Longtime Nevada Labor Leader Dies

Longtime Nevada labor leader Claude "Blackie" Evans died Friday of apparent heart failure at his home in Henderson.

He was 72.

"He was truly an icon of Nevada's labor movement. He did more for the working guy than anyone I know," said Danny Thompson, who succeeded Evans in 1999 as head of the state AFL-CIO.

Thompson said Evans had been in poor health although he was able
to attend the union's annual convention last month in Reno.

He said Evans was hospitalized on Wednesday but returned home on Thursday.

Evans, a Joplin, Mo., native, started as a laborer at Titanium Metal Corp. in Henderson in the early 1950s.

The former Golden Gloves boxer became active in union affairs and developed a reputation as a tough labor representative.

In 1963, he was elected president of the Steelworkers Union Local 4856; and in 1971 he was appointed by then-Gov. Mike O'Callaghan as state labor commissioner.

U.S. Senate Majority Leader Harry Reid, D-Nev., who was the state's lieutenant governor at the time, said Evans "was exemplary in taking care of Nevada workers" while serving as labor commissioner.

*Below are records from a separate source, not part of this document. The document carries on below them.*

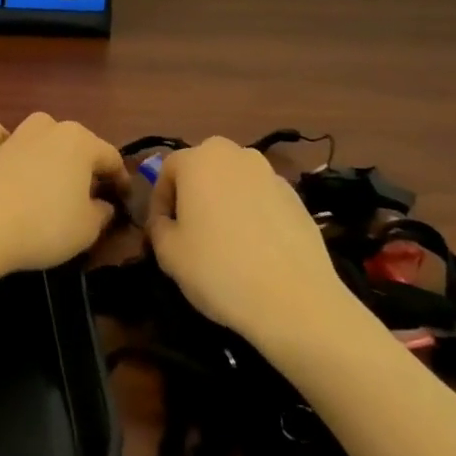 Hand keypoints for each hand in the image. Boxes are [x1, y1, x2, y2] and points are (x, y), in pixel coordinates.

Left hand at [0, 114, 128, 277]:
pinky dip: (4, 143)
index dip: (121, 181)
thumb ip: (102, 213)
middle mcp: (48, 128)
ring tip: (48, 180)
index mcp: (80, 142)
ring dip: (47, 151)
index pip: (111, 158)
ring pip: (39, 134)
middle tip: (87, 196)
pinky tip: (5, 159)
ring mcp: (13, 134)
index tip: (123, 202)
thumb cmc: (43, 226)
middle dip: (84, 166)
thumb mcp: (87, 229)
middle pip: (75, 144)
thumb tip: (103, 204)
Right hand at [145, 137, 355, 347]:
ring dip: (224, 202)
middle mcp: (235, 155)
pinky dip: (252, 214)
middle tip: (190, 230)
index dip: (159, 201)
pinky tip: (255, 250)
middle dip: (192, 194)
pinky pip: (261, 199)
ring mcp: (270, 174)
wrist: (294, 300)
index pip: (167, 169)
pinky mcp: (297, 198)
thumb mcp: (168, 254)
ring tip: (225, 241)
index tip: (161, 231)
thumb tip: (166, 223)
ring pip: (235, 182)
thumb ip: (158, 228)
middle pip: (204, 168)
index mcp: (199, 159)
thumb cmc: (219, 269) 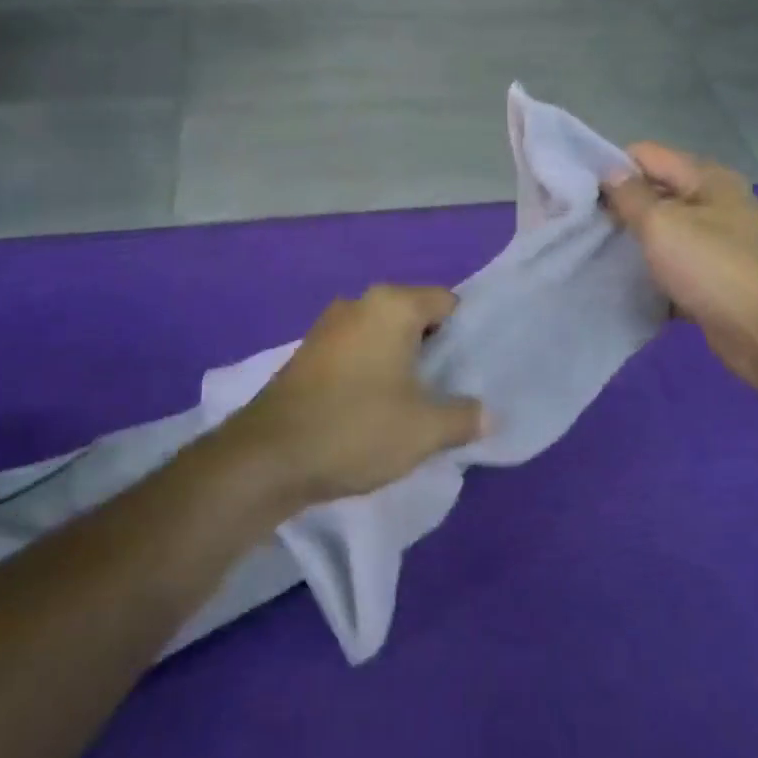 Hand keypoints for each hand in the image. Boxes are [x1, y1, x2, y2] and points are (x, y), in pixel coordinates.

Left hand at [221, 285, 485, 508]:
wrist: (269, 456)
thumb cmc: (356, 428)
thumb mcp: (424, 430)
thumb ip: (464, 417)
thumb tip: (488, 415)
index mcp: (391, 305)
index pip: (446, 301)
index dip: (465, 333)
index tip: (473, 369)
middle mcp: (358, 304)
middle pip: (413, 315)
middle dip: (434, 349)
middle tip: (451, 388)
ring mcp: (327, 326)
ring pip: (382, 335)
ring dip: (401, 362)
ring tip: (416, 402)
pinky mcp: (307, 353)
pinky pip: (356, 351)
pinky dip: (371, 370)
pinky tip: (375, 407)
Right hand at [602, 143, 757, 395]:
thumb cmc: (714, 267)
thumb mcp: (663, 222)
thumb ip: (631, 195)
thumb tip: (609, 170)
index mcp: (705, 178)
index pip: (646, 155)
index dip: (610, 169)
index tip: (575, 193)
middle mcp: (713, 205)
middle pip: (654, 194)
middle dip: (617, 207)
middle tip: (577, 226)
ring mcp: (716, 245)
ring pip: (661, 235)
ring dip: (632, 244)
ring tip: (590, 254)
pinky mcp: (714, 281)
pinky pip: (672, 270)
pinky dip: (650, 276)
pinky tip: (620, 286) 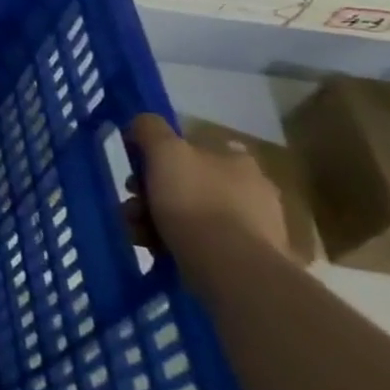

Evans became head of the state AFL-CIO in 1978.

The organization represents more than 150 local unions and more than 120,000 members.

As head of the state AFL-CIO, Evans also oversaw statewide political action efforts and lobbied for labor-related laws at the state Legislature.

He also sought out candidates for the Legislature - among them Thompson, who served in the state Assembly.